Another big change is that the client must explicitly request
manifest nodes to retrieve. This is a major departure from
"getbundle," where the server derives relevant manifests as it
iterates changesets and sends them automatically. As implemented,
the client must transmit each requested node to the server. At
20 bytes per node, we're looking at 2 MB per 100,000 nodes. Plus
wire encoding overhead. This isn't ideal for clients with limited
upload bandwidth. I plan to address this in the future by allowing
alternate mechanisms for defining the revisions to retrieve. One
idea is to define a range of changeset revisions whose manifest
revisions to retrieve (similar to how "changesetdata" works).
We almost certainly want an API to look up an individual manifest
by node. And that's where I've chosen to start with the implementation.
Again, a theme of this early exchangev2 work is I want to start by
building primitives for accessing raw repository data first and see
how far we can get with those before we need more complexity.

Diff Detail

Repository
rHG Mercurial
Lint
Automatic diff as part of commit; lint not applicable.
Unit
Automatic diff as part of commit; unit tests not applicable.

Event Timeline

indygreg created this revision.Sep 5 2018, 12:20 PM

Could you add a TODO about the overhead of having to enumerate every node required? That'll be prohibitive fairly quickly I think.

Could you add a TODO about the overhead of having to enumerate every node required? That'll be prohibitive fairly quickly I think.

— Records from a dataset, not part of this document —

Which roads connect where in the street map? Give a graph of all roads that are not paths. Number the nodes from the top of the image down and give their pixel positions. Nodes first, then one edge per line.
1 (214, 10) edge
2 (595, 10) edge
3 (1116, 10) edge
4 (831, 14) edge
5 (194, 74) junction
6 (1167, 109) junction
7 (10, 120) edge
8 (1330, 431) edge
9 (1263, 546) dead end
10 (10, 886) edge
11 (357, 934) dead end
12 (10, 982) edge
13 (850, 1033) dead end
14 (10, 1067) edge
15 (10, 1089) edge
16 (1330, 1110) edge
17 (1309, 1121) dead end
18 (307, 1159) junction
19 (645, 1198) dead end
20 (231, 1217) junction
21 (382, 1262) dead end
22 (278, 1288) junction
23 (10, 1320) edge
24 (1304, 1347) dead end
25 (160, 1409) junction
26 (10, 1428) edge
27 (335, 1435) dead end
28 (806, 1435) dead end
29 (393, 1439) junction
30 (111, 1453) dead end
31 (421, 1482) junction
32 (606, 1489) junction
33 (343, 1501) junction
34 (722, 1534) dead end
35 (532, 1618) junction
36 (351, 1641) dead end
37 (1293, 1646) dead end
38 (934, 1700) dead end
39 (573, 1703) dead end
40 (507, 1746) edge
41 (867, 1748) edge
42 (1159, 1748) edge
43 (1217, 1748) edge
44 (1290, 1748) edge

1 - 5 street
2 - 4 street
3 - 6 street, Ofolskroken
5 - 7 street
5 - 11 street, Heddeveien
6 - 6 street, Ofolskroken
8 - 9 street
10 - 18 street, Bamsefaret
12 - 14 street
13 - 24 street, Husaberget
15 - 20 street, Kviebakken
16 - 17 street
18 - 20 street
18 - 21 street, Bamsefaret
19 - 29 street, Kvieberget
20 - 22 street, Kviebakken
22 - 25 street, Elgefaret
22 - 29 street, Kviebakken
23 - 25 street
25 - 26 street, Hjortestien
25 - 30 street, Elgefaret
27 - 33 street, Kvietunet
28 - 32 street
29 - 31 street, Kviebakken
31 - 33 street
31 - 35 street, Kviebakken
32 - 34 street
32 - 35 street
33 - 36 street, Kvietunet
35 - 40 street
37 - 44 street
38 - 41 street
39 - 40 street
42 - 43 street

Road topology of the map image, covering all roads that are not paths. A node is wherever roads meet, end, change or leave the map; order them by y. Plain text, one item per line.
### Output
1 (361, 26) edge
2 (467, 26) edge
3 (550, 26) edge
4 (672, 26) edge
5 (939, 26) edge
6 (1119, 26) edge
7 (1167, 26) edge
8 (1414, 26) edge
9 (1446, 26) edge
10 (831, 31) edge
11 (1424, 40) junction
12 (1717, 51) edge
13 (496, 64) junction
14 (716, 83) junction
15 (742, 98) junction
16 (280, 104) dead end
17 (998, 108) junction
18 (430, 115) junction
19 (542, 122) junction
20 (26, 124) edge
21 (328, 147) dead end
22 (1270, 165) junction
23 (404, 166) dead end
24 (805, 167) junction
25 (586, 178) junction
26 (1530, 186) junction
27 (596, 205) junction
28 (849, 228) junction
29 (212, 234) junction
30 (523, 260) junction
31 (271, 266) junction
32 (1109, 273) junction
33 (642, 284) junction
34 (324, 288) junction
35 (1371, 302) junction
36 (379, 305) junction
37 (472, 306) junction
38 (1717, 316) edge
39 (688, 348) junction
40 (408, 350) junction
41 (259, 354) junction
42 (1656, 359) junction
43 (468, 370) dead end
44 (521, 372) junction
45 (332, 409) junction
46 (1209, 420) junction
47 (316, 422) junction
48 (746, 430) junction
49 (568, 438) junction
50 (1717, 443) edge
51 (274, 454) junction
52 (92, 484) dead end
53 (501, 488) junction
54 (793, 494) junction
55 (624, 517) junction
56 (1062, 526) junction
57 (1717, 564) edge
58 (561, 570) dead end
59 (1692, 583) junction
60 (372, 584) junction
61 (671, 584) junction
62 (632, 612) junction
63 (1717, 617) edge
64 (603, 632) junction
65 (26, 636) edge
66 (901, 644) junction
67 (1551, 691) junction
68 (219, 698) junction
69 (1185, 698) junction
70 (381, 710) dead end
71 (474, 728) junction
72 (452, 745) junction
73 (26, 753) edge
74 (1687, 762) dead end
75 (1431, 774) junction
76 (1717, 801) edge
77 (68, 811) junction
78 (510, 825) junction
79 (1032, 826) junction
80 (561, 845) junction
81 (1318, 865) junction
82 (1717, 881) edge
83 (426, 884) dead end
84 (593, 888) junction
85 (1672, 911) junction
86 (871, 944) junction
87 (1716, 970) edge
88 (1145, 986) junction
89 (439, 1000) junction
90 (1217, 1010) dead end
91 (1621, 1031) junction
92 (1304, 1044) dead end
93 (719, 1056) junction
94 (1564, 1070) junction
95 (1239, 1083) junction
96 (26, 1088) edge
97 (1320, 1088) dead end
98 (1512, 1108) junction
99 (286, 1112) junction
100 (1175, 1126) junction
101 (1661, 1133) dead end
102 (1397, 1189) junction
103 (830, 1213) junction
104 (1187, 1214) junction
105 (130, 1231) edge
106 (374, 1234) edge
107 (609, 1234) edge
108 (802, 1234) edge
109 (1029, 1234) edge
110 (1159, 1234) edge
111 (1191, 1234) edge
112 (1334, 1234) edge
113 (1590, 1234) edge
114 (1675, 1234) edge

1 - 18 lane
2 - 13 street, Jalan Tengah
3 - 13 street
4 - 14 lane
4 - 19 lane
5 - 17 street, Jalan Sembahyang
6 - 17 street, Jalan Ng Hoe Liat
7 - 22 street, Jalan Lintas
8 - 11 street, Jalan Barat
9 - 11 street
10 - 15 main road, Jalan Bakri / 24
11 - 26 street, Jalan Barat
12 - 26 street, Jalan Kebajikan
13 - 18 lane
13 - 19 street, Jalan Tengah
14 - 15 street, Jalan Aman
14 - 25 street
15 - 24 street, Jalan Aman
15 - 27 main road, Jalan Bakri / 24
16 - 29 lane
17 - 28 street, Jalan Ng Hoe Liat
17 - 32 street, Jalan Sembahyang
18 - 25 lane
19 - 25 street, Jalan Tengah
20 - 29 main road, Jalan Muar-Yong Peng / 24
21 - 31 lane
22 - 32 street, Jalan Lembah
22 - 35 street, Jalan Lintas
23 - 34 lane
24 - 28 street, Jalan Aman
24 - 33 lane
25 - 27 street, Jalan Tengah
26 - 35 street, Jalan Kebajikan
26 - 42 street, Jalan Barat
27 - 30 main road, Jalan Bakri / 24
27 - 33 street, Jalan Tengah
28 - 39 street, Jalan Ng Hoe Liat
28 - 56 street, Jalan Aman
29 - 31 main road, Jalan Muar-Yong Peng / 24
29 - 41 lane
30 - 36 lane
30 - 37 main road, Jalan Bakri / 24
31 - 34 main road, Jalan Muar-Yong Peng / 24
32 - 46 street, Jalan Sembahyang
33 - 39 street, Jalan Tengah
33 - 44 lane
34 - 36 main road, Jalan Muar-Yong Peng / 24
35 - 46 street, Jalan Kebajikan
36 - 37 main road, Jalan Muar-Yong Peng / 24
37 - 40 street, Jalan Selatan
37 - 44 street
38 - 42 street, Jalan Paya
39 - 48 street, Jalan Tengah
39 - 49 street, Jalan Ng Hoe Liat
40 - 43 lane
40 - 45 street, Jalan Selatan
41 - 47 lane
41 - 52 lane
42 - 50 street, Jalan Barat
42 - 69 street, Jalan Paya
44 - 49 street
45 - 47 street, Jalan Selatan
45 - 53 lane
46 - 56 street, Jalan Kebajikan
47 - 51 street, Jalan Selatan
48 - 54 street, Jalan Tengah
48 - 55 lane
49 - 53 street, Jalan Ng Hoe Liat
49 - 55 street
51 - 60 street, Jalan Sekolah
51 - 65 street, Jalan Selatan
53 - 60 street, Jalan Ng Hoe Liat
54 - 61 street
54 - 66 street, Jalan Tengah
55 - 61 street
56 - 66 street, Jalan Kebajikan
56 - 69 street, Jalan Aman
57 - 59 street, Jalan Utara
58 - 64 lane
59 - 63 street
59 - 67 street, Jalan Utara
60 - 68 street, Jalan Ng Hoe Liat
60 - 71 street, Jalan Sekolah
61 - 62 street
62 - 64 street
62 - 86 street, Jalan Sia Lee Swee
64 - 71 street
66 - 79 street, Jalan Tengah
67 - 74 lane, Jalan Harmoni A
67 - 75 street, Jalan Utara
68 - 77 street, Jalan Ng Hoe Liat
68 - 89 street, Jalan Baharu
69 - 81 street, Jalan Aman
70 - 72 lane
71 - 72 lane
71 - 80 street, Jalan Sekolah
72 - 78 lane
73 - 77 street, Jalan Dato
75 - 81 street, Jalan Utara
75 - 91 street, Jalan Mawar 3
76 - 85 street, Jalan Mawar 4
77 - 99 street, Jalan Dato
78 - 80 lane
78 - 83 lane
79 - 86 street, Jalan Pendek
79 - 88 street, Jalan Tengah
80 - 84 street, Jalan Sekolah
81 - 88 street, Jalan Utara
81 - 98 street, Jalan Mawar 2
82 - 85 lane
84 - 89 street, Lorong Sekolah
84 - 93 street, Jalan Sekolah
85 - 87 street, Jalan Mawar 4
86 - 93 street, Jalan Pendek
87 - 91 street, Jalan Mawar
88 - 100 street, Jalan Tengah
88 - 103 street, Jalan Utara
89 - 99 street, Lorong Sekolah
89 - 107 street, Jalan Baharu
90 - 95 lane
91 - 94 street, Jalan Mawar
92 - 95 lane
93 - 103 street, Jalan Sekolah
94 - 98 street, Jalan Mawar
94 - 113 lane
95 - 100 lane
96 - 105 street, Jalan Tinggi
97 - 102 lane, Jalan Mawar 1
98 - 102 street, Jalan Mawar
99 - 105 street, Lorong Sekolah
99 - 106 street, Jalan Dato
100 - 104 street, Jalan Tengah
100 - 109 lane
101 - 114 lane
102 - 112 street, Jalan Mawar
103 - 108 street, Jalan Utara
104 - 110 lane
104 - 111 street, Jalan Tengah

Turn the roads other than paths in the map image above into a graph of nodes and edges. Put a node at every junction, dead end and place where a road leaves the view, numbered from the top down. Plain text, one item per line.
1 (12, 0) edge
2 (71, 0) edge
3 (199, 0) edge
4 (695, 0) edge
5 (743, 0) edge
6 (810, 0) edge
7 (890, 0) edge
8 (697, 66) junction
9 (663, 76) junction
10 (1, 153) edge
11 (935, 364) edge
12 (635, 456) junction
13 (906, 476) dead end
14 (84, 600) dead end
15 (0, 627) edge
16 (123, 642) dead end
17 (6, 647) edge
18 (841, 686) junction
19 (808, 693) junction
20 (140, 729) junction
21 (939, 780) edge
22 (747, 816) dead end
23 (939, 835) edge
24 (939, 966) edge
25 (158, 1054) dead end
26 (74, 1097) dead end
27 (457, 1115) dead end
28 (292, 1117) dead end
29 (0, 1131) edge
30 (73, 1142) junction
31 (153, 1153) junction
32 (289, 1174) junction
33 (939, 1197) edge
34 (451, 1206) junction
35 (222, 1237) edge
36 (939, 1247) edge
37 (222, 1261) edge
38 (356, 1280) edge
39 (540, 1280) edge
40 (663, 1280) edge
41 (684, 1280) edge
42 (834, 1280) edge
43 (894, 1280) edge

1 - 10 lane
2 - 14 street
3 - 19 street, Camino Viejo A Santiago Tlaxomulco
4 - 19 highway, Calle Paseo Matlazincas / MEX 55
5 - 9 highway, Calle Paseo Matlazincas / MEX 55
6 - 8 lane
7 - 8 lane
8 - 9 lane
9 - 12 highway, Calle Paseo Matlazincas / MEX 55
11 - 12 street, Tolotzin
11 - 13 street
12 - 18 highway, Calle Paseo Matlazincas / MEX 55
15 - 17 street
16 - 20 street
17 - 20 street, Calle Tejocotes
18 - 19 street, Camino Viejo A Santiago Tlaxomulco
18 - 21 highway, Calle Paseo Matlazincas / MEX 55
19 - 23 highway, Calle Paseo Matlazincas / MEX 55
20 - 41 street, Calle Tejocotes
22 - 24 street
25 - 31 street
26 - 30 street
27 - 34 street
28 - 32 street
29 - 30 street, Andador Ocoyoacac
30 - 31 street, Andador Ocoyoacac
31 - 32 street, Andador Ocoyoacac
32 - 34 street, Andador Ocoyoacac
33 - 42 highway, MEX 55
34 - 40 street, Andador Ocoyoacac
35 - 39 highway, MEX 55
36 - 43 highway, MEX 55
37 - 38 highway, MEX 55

There are already TODOs in wireprotocolv2.txt.

And, yes, the overhead is prohibitive fairly quickly and I plan to add more "bulk querying" capabilities in future commits. I'm trying to get the granular data access in first then optimize later.

indygreg updated this revision to Diff 10967.Sep 12 2018, 1:11 PM
This revision was automatically updated to reflect the committed changes.